— Instructions to follow —
Copy nothing but the lines below running from the line containing "pinky mcp: (1078, 680)" through the line containing "ring mcp: (827, 828)", both end lines included.

Human pose keypoint data
....................

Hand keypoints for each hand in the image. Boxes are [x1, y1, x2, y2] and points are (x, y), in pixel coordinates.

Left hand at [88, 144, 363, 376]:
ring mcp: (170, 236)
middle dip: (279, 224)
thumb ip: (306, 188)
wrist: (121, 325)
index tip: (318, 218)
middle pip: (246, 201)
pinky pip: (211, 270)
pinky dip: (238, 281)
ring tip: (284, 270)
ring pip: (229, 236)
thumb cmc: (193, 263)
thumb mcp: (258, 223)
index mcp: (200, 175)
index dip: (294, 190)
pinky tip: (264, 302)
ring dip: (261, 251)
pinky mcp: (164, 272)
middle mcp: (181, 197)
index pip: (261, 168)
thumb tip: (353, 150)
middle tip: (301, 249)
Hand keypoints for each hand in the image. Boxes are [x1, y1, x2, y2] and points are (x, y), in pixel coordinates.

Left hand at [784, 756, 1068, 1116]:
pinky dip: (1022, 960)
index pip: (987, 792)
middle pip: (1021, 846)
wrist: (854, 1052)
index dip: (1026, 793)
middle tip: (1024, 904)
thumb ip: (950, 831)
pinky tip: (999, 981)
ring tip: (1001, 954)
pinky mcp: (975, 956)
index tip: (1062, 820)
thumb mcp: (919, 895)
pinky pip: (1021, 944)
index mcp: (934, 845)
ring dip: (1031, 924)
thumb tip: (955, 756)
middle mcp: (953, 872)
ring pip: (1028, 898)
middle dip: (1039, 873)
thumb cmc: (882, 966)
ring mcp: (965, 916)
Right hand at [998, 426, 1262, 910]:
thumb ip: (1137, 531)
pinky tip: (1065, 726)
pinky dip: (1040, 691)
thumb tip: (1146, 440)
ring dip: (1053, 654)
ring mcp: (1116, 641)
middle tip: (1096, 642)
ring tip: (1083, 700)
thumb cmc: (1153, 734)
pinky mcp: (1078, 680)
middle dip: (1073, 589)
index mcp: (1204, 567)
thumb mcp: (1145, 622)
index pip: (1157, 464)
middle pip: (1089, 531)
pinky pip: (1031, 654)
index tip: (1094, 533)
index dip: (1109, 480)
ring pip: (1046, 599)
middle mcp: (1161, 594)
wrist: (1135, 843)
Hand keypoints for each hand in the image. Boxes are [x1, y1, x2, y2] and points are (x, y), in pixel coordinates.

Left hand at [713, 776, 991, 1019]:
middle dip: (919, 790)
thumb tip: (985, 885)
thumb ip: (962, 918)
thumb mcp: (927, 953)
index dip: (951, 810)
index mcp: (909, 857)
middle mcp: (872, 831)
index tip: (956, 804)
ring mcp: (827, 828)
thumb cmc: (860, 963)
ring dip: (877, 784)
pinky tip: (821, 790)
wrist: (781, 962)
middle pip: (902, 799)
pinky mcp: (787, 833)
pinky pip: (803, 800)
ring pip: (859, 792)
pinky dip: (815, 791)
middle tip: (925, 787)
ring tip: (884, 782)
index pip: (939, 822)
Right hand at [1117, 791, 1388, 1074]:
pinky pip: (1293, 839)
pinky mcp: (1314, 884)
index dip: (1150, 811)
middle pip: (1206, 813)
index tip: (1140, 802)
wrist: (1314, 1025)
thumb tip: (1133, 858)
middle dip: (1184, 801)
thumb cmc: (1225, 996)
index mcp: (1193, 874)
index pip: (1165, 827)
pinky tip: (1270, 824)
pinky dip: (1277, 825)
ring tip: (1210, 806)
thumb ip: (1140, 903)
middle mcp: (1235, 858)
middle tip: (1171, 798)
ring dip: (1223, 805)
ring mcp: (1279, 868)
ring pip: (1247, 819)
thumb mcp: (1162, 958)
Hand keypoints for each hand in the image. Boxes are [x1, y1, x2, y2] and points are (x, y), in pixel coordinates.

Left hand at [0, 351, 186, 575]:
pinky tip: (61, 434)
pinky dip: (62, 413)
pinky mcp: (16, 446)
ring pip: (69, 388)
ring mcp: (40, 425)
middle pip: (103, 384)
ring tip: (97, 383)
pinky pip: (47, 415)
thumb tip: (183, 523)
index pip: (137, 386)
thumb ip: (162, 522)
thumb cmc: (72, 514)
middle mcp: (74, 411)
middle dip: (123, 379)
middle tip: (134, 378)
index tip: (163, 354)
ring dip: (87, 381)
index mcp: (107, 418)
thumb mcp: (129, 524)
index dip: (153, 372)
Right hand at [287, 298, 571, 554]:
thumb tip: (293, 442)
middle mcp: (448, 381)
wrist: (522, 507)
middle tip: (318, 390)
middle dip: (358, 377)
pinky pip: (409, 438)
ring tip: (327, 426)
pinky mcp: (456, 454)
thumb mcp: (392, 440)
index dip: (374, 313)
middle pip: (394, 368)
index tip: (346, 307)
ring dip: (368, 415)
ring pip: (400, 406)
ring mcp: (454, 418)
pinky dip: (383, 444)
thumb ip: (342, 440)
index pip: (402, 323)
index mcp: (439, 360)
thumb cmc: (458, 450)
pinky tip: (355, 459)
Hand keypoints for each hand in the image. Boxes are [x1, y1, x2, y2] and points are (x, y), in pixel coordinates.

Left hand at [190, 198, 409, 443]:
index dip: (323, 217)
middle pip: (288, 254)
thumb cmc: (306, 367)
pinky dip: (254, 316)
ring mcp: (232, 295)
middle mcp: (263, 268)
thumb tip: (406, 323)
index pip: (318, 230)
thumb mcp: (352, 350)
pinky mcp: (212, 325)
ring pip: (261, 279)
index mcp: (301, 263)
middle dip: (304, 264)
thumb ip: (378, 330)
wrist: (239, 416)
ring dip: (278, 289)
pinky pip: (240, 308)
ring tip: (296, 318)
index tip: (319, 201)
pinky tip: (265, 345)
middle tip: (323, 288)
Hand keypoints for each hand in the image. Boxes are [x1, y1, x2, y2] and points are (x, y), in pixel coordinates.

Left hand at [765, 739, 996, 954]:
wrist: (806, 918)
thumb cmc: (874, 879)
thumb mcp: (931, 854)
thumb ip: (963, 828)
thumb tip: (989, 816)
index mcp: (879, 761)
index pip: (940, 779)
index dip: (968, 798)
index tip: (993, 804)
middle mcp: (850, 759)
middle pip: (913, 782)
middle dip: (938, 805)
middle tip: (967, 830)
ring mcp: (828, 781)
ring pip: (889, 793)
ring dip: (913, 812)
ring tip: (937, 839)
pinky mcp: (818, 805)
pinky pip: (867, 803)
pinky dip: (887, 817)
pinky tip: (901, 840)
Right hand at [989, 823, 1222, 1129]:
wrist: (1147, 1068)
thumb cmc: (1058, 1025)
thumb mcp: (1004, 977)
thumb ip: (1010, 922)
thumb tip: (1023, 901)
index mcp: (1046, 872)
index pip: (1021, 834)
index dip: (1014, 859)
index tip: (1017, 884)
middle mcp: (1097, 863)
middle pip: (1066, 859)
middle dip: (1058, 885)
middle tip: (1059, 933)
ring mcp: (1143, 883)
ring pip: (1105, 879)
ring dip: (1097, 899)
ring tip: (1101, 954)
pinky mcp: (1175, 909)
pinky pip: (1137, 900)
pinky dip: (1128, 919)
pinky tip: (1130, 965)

....................

— Completed task —
pinky mcp: (1078, 680)
middle dip: (1073, 589)
index mcp: (1204, 567)
thumb mcp: (1145, 622)
index pip: (1157, 464)
middle pip: (1089, 531)
pinky pip: (1031, 654)
index tip: (1094, 533)
index dip: (1109, 480)
ring pip: (1046, 599)
middle mcp: (1161, 594)
wrist: (1135, 843)
Hand keypoints for each hand in the image. Boxes are [x1, y1, x2, y2] and points are (x, y), in pixel coordinates.

Left hand at [713, 776, 991, 1019]:
middle dip: (919, 790)
thumb tip: (985, 885)
thumb ip: (962, 918)
thumb mcp: (927, 953)
index dip: (951, 810)
index mcp: (909, 857)
middle mcp: (872, 831)
index tip: (956, 804)
ring mcp: (827, 828)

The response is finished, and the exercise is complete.